*WORK TO COMPLETE*
Can you pull out each line of the data below that includes the word "down"?

--- DATA EXTRACT ---

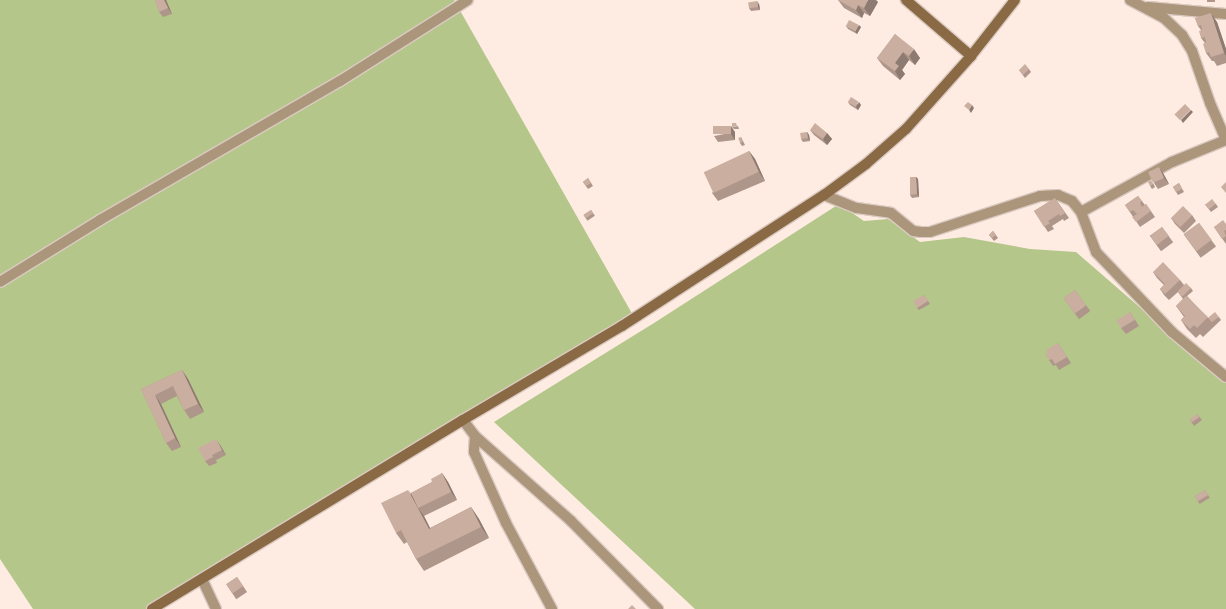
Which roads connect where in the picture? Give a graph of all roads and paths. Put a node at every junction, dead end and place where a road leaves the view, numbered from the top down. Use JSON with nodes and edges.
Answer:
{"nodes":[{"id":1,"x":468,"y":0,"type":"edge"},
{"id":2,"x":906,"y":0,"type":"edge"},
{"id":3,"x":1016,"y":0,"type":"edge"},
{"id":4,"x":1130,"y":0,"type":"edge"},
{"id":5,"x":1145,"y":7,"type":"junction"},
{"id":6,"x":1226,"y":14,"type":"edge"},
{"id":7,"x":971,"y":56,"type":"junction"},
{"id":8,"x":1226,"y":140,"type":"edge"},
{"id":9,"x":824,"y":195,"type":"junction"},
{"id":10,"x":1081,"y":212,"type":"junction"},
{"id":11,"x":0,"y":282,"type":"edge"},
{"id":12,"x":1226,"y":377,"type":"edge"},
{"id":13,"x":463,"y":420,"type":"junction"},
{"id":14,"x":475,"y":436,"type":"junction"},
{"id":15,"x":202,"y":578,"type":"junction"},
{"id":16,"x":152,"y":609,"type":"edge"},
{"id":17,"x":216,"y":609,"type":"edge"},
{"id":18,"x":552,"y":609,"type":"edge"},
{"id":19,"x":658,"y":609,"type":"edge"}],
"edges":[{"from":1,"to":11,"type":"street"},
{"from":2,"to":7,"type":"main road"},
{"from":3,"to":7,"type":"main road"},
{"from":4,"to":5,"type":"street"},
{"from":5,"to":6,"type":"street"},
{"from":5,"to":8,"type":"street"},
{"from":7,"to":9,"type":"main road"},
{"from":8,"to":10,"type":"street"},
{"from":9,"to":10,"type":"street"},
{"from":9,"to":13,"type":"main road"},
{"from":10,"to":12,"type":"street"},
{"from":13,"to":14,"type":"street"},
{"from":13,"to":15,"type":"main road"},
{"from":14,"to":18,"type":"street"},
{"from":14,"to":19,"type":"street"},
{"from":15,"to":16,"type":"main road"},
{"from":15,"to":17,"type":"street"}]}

---
--- DATA EXTRACT ---

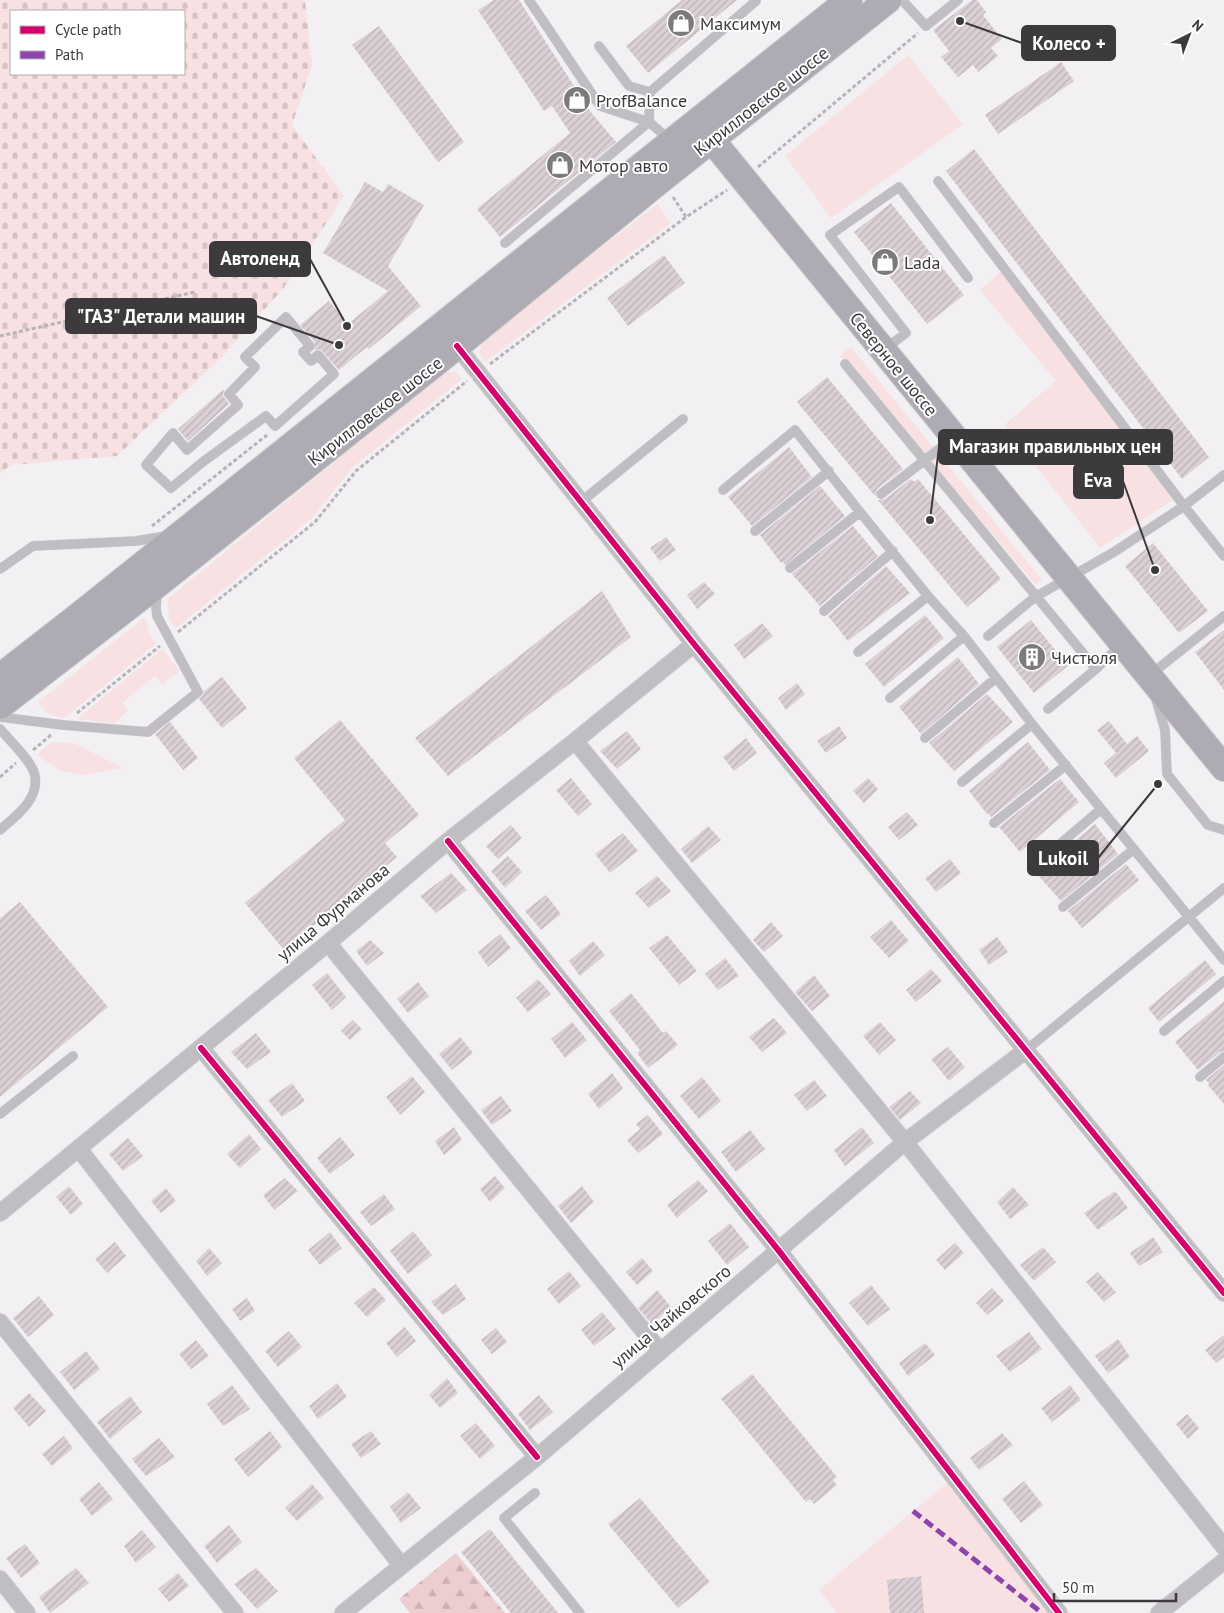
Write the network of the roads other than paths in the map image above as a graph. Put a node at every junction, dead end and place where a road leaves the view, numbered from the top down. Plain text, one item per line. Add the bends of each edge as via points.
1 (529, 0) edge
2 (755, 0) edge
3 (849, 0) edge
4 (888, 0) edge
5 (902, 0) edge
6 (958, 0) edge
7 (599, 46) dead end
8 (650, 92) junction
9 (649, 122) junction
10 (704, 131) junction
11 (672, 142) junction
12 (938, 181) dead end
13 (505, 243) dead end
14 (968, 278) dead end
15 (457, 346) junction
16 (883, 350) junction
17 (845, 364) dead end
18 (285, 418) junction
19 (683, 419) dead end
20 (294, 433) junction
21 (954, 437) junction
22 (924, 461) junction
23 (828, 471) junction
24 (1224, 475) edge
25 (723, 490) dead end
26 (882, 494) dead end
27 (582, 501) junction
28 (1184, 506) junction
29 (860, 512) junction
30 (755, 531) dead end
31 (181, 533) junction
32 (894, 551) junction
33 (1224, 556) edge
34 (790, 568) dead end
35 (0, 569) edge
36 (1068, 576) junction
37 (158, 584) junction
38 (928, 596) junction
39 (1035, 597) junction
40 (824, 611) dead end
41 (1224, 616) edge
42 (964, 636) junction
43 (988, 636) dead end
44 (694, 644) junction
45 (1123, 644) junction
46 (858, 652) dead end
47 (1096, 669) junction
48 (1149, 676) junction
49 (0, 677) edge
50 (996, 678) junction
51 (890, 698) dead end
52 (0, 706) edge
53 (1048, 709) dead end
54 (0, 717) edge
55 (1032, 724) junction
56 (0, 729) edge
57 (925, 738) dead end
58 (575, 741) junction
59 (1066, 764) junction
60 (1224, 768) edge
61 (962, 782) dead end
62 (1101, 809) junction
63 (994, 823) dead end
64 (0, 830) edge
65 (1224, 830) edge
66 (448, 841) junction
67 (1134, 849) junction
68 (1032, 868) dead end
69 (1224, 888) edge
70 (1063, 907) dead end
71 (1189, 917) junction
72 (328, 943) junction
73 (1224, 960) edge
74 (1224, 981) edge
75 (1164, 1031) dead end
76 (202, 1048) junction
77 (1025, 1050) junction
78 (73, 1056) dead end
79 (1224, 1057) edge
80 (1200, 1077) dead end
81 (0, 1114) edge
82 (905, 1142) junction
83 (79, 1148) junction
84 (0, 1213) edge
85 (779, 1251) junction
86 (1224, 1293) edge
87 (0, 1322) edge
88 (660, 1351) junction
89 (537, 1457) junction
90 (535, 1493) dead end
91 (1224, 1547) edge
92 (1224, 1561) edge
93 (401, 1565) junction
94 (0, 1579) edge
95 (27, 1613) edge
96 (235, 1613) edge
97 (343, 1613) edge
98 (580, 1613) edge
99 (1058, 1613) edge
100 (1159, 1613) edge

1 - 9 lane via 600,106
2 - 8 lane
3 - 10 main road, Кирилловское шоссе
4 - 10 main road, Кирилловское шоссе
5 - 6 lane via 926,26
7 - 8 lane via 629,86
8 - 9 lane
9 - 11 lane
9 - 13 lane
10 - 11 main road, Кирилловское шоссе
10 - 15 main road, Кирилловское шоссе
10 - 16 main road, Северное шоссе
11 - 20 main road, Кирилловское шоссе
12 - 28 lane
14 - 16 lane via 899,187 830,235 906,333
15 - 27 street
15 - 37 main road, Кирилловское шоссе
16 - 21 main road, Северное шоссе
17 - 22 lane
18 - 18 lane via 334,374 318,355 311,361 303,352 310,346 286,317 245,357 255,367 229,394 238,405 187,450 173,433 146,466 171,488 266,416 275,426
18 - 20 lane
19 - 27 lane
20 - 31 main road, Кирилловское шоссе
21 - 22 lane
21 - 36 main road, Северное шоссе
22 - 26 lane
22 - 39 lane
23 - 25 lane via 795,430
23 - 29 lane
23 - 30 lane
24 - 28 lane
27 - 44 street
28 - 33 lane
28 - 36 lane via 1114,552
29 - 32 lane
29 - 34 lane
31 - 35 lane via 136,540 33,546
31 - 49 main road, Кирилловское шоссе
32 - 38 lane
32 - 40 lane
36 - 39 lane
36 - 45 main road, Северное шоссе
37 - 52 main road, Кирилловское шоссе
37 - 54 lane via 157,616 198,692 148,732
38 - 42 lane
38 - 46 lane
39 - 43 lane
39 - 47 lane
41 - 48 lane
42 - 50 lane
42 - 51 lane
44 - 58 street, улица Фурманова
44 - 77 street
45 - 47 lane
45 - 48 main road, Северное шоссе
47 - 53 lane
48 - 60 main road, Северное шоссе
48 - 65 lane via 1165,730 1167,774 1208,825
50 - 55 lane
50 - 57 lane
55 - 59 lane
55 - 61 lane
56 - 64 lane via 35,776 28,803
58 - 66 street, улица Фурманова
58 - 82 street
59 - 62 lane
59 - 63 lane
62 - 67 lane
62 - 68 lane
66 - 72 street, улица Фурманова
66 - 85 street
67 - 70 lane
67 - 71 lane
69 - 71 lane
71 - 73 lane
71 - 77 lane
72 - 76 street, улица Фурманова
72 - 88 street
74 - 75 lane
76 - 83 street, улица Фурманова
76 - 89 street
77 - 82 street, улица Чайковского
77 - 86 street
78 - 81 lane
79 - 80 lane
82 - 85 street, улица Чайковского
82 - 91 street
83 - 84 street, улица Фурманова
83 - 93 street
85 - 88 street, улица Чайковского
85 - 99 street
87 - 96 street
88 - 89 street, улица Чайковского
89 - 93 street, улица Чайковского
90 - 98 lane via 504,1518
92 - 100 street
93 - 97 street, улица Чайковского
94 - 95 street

---

*WRITTEN ANSWER*
Which roads connect where in the picture? Give a graph of all roads and paths. Put a node at every junction, dead end and place where a road leaves the view, numbered from the top down. Use JSON with nodes and edges.
Write the network of the roads other than paths in the map image above as a graph. Put a node at every junction, dead end and place where a road leaves the view, numbered from the top down. Plain text, one item per line. Add the bends of each edge as via points.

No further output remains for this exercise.